The battery has gone down in capacity since the S5 - and it's non removable. How could that be considered an upgrade?


----------



## beesonthewhatnow (Mar 2, 2015)

skyscraper101 said:


> The battery has gone down in capacity since the S5 - and it's non removable. How could that be considered an upgrade?


Samsung reality distortion field


----------



## Citizen66 (Mar 2, 2015)

There's probably a faster chip in it. But a faster chip for what? Does it retrieve your photos quicker from the 3gig ram (this is worse than sodding iphone!) they're trusting you with? lol.


----------



## Sunray (Mar 3, 2015)

Non removable batteries are useful from Samsungs point of view because a removable battery means you have to have loads of extra infrastructure, heavy infrastructure, to support them.  Lipo Batteries can catch fire and or explode so need to be cased in metal for protection of users.  Charging circuits often are built into the battery too.

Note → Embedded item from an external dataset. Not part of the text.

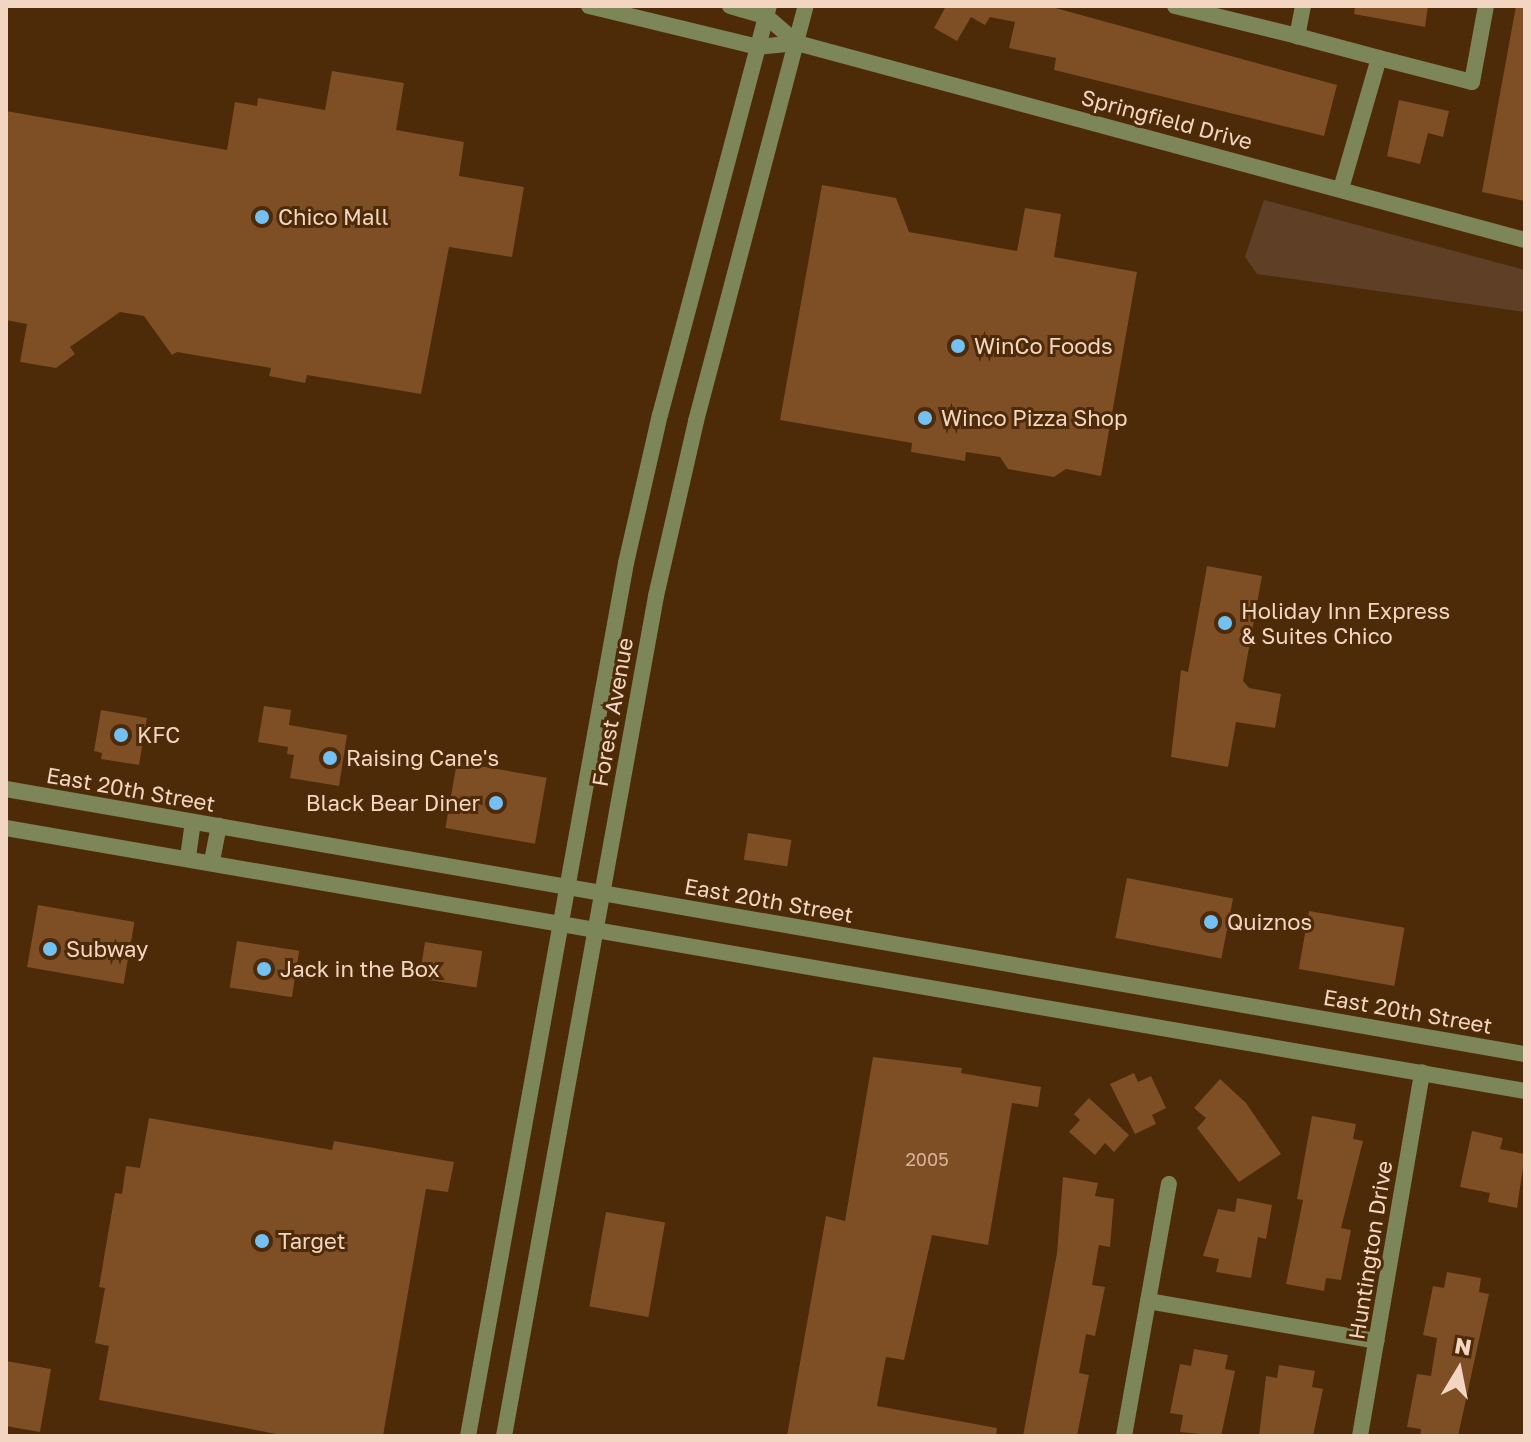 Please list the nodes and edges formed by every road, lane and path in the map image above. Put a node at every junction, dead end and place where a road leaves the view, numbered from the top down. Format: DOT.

Remove user removability and you have feather light batteries that can hold way more charge in any shape you desire.  Saves having to sell them too. These are the reason Apple fixed them in all those years ago.


----------



## Sunray (Mar 3, 2015)

I like the edge to edge screen.


----------



## editor (Mar 3, 2015)

Sunray said:


> Non removable batteries are useful from Samsungs point of view because a removable battery means you have to have loads of extra infrastructure, heavy infrastructure, to support them.  Lipo Batteries can catch fire and or explode so need to be cased in metal for protection of users.  Charging circuits often are built into the battery too.
> 
> Remove user removability and you have feather light batteries that can hold way more charge in any shape you desire.  Saves having to sell them too. These are the reason Apple fixed them in all those years ago.


Yet Apple's phones don't have a particularly good battery life.


----------



## Ted Striker (Mar 3, 2015)

Sunray said:


> Non removable batteries are useful from Samsungs point of view because a removable battery means you have to have loads of extra infrastructure, heavy infrastructure, to support them.  Lipo Batteries can catch fire and or explode so need to be cased in metal for protection of users.  Charging circuits often are built into the battery too.



But you alienate the Android fanboys that have poked their tongue at the Apple battery fascists for years


----------



## mack (Mar 3, 2015)

editor said:


> Yet Apple's phones don't have a particularly good battery life.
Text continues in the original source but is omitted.